Back to joy: puppies have three basic tenets and they are eating, sleeping and playing.  They will do all three with you if you let them and let’s be honest, you will.  A bit of scrambled egg at breakfast never hurt anyone now did it?  The crate seems comfortable but your bed is soooooo much better.   Besides, it’s too cold in the winter to sleep on the floor even if it’s on top of a $100 feather dog bed from a boutique pet store.   And you’ll realize throwing things over and over and over and over and over again can be fun!  Especially the part where you have to play capture the ball or rope toy between every single toss.  It never gets old.  Really.  I promise.

When you bring a new creature into your home the best parts are the unexpected moments, those times you could never have imagined in your adorable baby animal fairy tales you were playing across your mind while you were psyching yourself up to make the purchase.  It’s only been two months so far but the two most memorable things about Bella are 1) when holding her she likes to lean her head back over your shoulder and nuzzle into your neck and 2) when you are pooping on the toilet she runs into the bathroom and starts sniffing the toilet bowl, scratches at the crotch of your underwear and gives you a startled look every time you grunt.  I’ve never felt so scrutinized as when I try to defecate in my own home now.  I guess it makes sense it would be your canine family member that would have the most judgement pertaining to your rear end considering this is where the meet and greet ensues at every dog park.  Still, I wonder how I stack up against the Labradoodle on the next block.

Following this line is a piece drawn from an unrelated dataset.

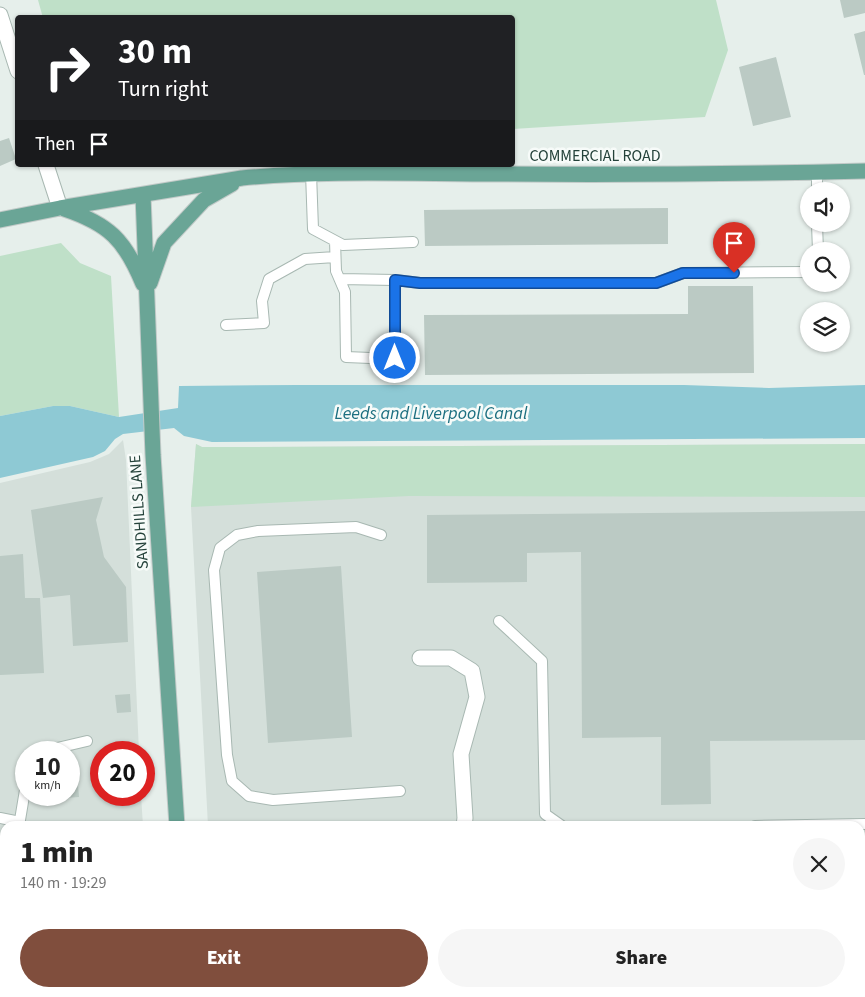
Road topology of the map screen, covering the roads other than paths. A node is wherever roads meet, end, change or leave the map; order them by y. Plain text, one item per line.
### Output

Every day with my family, including our newest member, Bella, I’m remembering what it feels like to have parts of my day injected with pleasant surprises.  This blog isn’t advocating buying a puppy every time you fall into depression.  It’s just a story to remind myself that changing up the pattern in the fabric of our lives (yes, I know this is a super cheesy catchphrase) might be what’s needed to freshen up one’s perspective and catch a few more rays of sunshine.